Collected data entries
......
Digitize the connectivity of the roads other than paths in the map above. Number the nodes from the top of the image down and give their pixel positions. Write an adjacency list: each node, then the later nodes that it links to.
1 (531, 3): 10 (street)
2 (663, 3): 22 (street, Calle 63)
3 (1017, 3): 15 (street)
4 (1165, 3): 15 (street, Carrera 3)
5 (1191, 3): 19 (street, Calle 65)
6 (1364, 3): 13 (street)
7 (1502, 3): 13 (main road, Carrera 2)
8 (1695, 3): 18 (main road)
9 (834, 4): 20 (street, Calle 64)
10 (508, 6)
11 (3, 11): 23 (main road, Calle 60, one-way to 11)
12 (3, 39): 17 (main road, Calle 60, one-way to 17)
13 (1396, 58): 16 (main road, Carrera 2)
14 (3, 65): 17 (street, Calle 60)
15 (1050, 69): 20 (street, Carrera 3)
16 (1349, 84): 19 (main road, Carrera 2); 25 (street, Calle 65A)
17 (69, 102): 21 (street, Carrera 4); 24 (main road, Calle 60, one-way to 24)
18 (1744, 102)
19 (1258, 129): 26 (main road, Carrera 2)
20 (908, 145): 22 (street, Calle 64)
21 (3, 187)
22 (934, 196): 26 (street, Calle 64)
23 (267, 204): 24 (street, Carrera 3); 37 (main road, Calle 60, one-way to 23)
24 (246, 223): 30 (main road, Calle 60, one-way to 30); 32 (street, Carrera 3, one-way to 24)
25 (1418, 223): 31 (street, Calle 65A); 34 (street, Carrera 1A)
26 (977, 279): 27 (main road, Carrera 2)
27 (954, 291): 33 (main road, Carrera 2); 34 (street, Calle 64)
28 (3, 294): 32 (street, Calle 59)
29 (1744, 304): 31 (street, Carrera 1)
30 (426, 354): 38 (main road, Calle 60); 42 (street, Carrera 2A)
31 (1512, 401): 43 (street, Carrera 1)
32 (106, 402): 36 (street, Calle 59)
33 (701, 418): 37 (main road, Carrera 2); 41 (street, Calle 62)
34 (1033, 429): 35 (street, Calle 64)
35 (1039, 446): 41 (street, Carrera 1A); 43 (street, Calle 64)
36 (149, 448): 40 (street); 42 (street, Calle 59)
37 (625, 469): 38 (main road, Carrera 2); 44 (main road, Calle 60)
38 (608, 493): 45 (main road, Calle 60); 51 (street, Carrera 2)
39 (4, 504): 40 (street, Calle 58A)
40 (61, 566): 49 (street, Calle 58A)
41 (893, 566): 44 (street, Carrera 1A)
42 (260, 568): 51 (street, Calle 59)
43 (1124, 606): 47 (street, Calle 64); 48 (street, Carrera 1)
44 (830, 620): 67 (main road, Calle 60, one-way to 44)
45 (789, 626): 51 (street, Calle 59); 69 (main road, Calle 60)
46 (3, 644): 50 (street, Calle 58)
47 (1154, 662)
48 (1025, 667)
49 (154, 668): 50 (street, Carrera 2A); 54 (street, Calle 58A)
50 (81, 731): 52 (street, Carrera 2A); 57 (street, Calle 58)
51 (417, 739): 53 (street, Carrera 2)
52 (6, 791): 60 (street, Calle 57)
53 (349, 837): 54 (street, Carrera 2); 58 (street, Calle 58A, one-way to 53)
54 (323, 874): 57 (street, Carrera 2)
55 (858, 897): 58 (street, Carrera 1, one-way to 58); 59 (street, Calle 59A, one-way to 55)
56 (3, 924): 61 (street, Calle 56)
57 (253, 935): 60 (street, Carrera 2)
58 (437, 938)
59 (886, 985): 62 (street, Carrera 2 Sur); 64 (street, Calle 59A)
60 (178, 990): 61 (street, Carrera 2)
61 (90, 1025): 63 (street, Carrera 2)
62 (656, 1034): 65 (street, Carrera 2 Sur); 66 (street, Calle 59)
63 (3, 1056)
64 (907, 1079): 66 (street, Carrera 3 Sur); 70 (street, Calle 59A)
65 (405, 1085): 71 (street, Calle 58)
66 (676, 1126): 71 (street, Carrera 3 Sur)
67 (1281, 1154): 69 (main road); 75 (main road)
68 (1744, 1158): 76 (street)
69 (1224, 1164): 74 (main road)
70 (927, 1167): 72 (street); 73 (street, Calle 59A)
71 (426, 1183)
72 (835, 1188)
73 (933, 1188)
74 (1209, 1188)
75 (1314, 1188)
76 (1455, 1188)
......
Your goal:
Repeat each entry word for word.

Final answer:
Digitize the connectivity of the roads other than paths in the map above. Number the nodes from the top of the image down and give their pixel positions. Write an adjacency list: each node, then the later nodes that it links to.
1 (531, 3): 10 (street)
2 (663, 3): 22 (street, Calle 63)
3 (1017, 3): 15 (street)
4 (1165, 3): 15 (street, Carrera 3)
5 (1191, 3): 19 (street, Calle 65)
6 (1364, 3): 13 (street)
7 (1502, 3): 13 (main road, Carrera 2)
8 (1695, 3): 18 (main road)
9 (834, 4): 20 (street, Calle 64)
10 (508, 6)
11 (3, 11): 23 (main road, Calle 60, one-way to 11)
12 (3, 39): 17 (main road, Calle 60, one-way to 17)
13 (1396, 58): 16 (main road, Carrera 2)
14 (3, 65): 17 (street, Calle 60)
15 (1050, 69): 20 (street, Carrera 3)
16 (1349, 84): 19 (main road, Carrera 2); 25 (street, Calle 65A)
17 (69, 102): 21 (street, Carrera 4); 24 (main road, Calle 60, one-way to 24)
18 (1744, 102)
19 (1258, 129): 26 (main road, Carrera 2)
20 (908, 145): 22 (street, Calle 64)
21 (3, 187)
22 (934, 196): 26 (street, Calle 64)
23 (267, 204): 24 (street, Carrera 3); 37 (main road, Calle 60, one-way to 23)
24 (246, 223): 30 (main road, Calle 60, one-way to 30); 32 (street, Carrera 3, one-way to 24)
25 (1418, 223): 31 (street, Calle 65A); 34 (street, Carrera 1A)
26 (977, 279): 27 (main road, Carrera 2)
27 (954, 291): 33 (main road, Carrera 2); 34 (street, Calle 64)
28 (3, 294): 32 (street, Calle 59)
29 (1744, 304): 31 (street, Carrera 1)
30 (426, 354): 38 (main road, Calle 60); 42 (street, Carrera 2A)
31 (1512, 401): 43 (street, Carrera 1)
32 (106, 402): 36 (street, Calle 59)
33 (701, 418): 37 (main road, Carrera 2); 41 (street, Calle 62)
34 (1033, 429): 35 (street, Calle 64)
35 (1039, 446): 41 (street, Carrera 1A); 43 (street, Calle 64)
36 (149, 448): 40 (street); 42 (street, Calle 59)
37 (625, 469): 38 (main road, Carrera 2); 44 (main road, Calle 60)
38 (608, 493): 45 (main road, Calle 60); 51 (street, Carrera 2)
39 (4, 504): 40 (street, Calle 58A)
40 (61, 566): 49 (street, Calle 58A)
41 (893, 566): 44 (street, Carrera 1A)
42 (260, 568): 51 (street, Calle 59)
43 (1124, 606): 47 (street, Calle 64); 48 (street, Carrera 1)
44 (830, 620): 67 (main road, Calle 60, one-way to 44)
45 (789, 626): 51 (street, Calle 59); 69 (main road, Calle 60)
46 (3, 644): 50 (street, Calle 58)
47 (1154, 662)
48 (1025, 667)
49 (154, 668): 50 (street, Carrera 2A); 54 (street, Calle 58A)
50 (81, 731): 52 (street, Carrera 2A); 57 (street, Calle 58)
51 (417, 739): 53 (street, Carrera 2)
52 (6, 791): 60 (street, Calle 57)
53 (349, 837): 54 (street, Carrera 2); 58 (street, Calle 58A, one-way to 53)
54 (323, 874): 57 (street, Carrera 2)
55 (858, 897): 58 (street, Carrera 1, one-way to 58); 59 (street, Calle 59A, one-way to 55)
56 (3, 924): 61 (street, Calle 56)
57 (253, 935): 60 (street, Carrera 2)
58 (437, 938)
59 (886, 985): 62 (street, Carrera 2 Sur); 64 (street, Calle 59A)
60 (178, 990): 61 (street, Carrera 2)
61 (90, 1025): 63 (street, Carrera 2)
62 (656, 1034): 65 (street, Carrera 2 Sur); 66 (street, Calle 59)
63 (3, 1056)
64 (907, 1079): 66 (street, Carrera 3 Sur); 70 (street, Calle 59A)
65 (405, 1085): 71 (street, Calle 58)
66 (676, 1126): 71 (street, Carrera 3 Sur)
67 (1281, 1154): 69 (main road); 75 (main road)
68 (1744, 1158): 76 (street)
69 (1224, 1164): 74 (main road)
70 (927, 1167): 72 (street); 73 (street, Calle 59A)
71 (426, 1183)
72 (835, 1188)
73 (933, 1188)
74 (1209, 1188)
75 (1314, 1188)
76 (1455, 1188)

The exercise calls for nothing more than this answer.